(Supplied information begins)

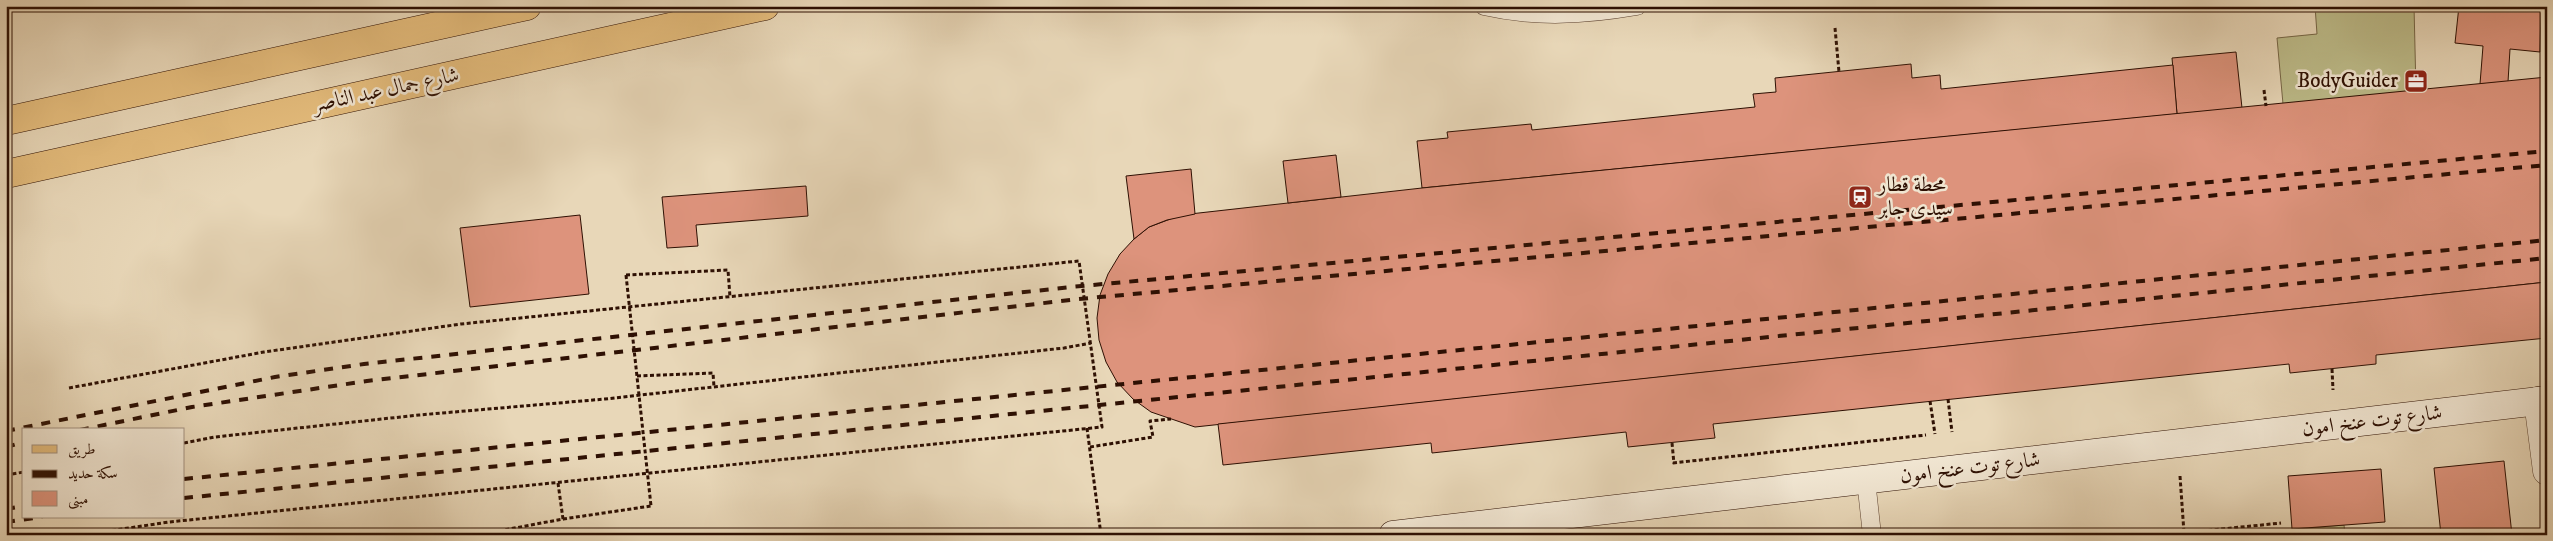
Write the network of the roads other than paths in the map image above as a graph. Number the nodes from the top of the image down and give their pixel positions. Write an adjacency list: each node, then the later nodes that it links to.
1 (527, 6): 5 (main road)
2 (765, 6): 6 (main road, شارع جمال عبد الناصر)
3 (1484, 6): 4 (lane)
4 (1637, 6)
5 (6, 122)
6 (6, 174)
7 (2542, 401): 8 (main road); 9 (main road, شارع توت عنخ امون)
8 (2547, 471)
9 (1866, 480): 10 (main road, شارع توت عنخ امون); 11 (lane)
10 (1393, 535)
11 (1872, 535)

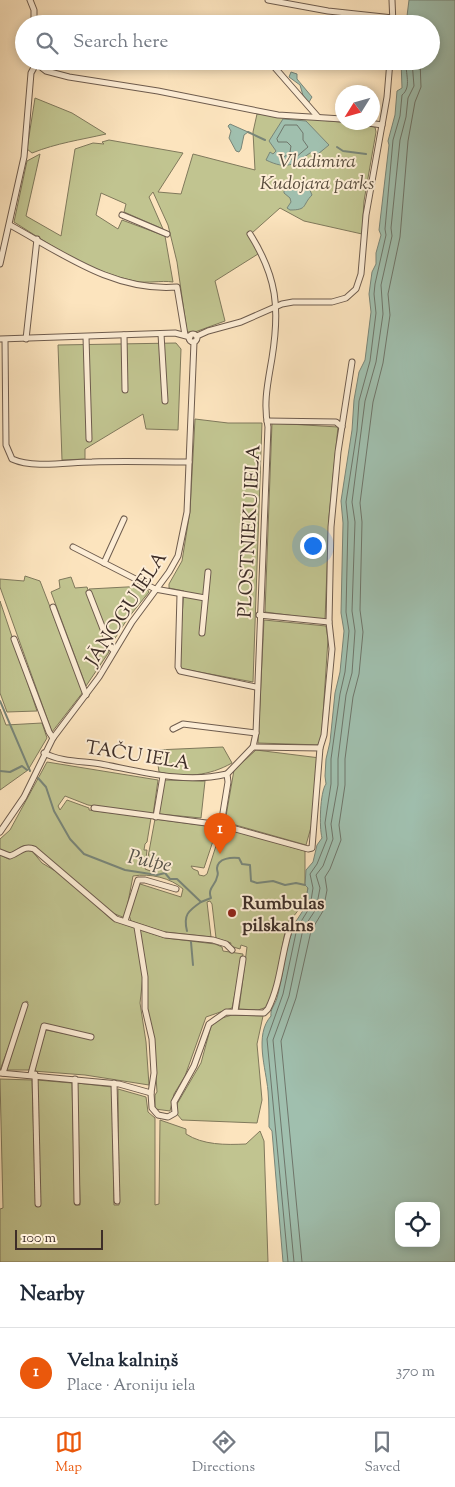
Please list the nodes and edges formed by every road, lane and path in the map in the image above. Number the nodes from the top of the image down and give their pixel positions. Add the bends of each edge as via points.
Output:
1 (30, 0) edge
2 (268, 0) edge
3 (392, 0) edge
4 (32, 15) edge
5 (354, 15) edge
6 (393, 15) edge
7 (33, 70) edge
8 (45, 70) edge
9 (277, 70) edge
10 (389, 70) edge
11 (318, 117) junction
12 (335, 118) edge
13 (382, 125) joint
14 (122, 215) dead end
15 (10, 225) junction
16 (167, 234) dead end
17 (250, 234) dead end
18 (37, 240) junction
19 (0, 264) edge
20 (275, 308) junction
21 (161, 334) junction
22 (124, 335) junction
23 (187, 336) junction
24 (197, 336) junction
25 (86, 337) junction
26 (26, 339) junction
27 (2, 340) edge
28 (194, 342) junction
29 (352, 362) dead end
30 (125, 390) dead end
31 (165, 401) dead end
32 (267, 421) junction
33 (342, 427) junction
34 (89, 439) dead end
35 (189, 462) junction
36 (124, 519) dead end
37 (73, 547) dead end
38 (104, 563) junction
39 (208, 572) dead end
40 (155, 589) junction
41 (89, 593) dead end
42 (180, 595) junction
43 (206, 598) junction
44 (53, 607) dead end
45 (259, 615) junction
46 (329, 622) junction
47 (202, 633) dead end
48 (14, 638) dead end
49 (114, 651) junction
50 (256, 687) junction
51 (86, 695) junction
52 (173, 729) dead end
53 (256, 733) junction
54 (53, 738) junction
55 (253, 747) junction
56 (320, 748) junction
57 (44, 753) junction
58 (227, 774) junction
59 (163, 776) junction
60 (94, 808) dead end
61 (156, 817) junction
62 (221, 825) junction
63 (0, 832) edge
64 (0, 852) edge
65 (176, 889) dead end
66 (125, 921) junction
67 (292, 922) dead end
68 (137, 927) junction
69 (232, 950) dead end
70 (243, 960) dead end
71 (25, 1005) dead end
72 (235, 1011) junction
73 (91, 1037) dead end
74 (1, 1073) edge
75 (33, 1074) junction
76 (75, 1079) junction
77 (114, 1083) junction
78 (151, 1093) junction
79 (78, 1202) dead end
80 (117, 1202) dead end
81 (38, 1204) dead end

1 - 4 street
2 - 5 street
3 - 6 street
7 - 15 street via 24,156
8 - 11 street via 278,116
9 - 11 street
10 - 13 street
11 - 12 street
13 - 20 street via 366,215 361,274 356,289 346,298 332,302 293,302
14 - 16 street
15 - 18 street
15 - 19 street
17 - 20 street, PLOSTNIEKU IELA via 270,270
18 - 23 street via 84,268 114,279 137,285 177,287
18 - 26 street
20 - 24 street
20 - 32 street, PLOSTNIEKU IELA via 273,352 264,411
21 - 22 street
21 - 23 street
21 - 31 street
22 - 25 street
22 - 30 street
23 - 24 street
23 - 28 street
24 - 28 street, JĀŅOGU IELA
25 - 26 street
25 - 34 street
26 - 27 street
27 - 35 street via 6,445 12,459 60,464
28 - 35 street, JĀŅOGU IELA
29 - 33 street
32 - 33 street via 336,422
32 - 45 street, PLOSTNIEKU IELA
33 - 46 street via 331,527
35 - 40 street, JĀŅOGU IELA via 183,536 174,565
36 - 38 street
37 - 38 street
38 - 40 street
39 - 43 street
40 - 42 street
40 - 49 street, JĀŅOGU IELA
41 - 49 street
42 - 43 street
42 - 50 street via 180,671
43 - 47 street
44 - 51 street
45 - 46 street
45 - 50 street, PLOSTNIEKU IELA
46 - 56 street via 332,649 330,679
48 - 54 street
49 - 51 street, JĀŅOGU IELA
50 - 53 street, PLOSTNIEKU IELA
51 - 54 street, JĀŅOGU IELA
52 - 53 street via 183,724
53 - 55 street, PLOSTNIEKU IELA
54 - 57 street, JĀŅOGU IELA
55 - 56 street
55 - 58 street
56 - 62 street via 314,844 308,849
57 - 59 street, TAČU IELA
57 - 63 street, JĀŅOGU IELA via 24,796
58 - 59 street, TAČU IELA via 198,779
58 - 62 street
59 - 61 street
60 - 61 street
61 - 62 street
64 - 66 street via 10,856 22,848 34,849 108,913
65 - 66 street via 138,880
66 - 68 street
67 - 72 street via 281,973 268,1008 264,1013
68 - 69 street via 165,935 213,940 226,944
68 - 78 street via 146,977 145,1009 152,1039 154,1073
70 - 72 street
71 - 74 street
72 - 78 street via 226,1012 208,1024 194,1066 174,1102 173,1115 154,1112
73 - 75 street via 44,1026
74 - 75 street
75 - 76 street
75 - 81 street
76 - 77 street
76 - 79 street
77 - 78 street
77 - 80 street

(Supplied information ends)

- **Instructions for the task**
Identify the lines in the records above that contain the word "lane", then state how many there are and nothing more.

- **Solution below**
3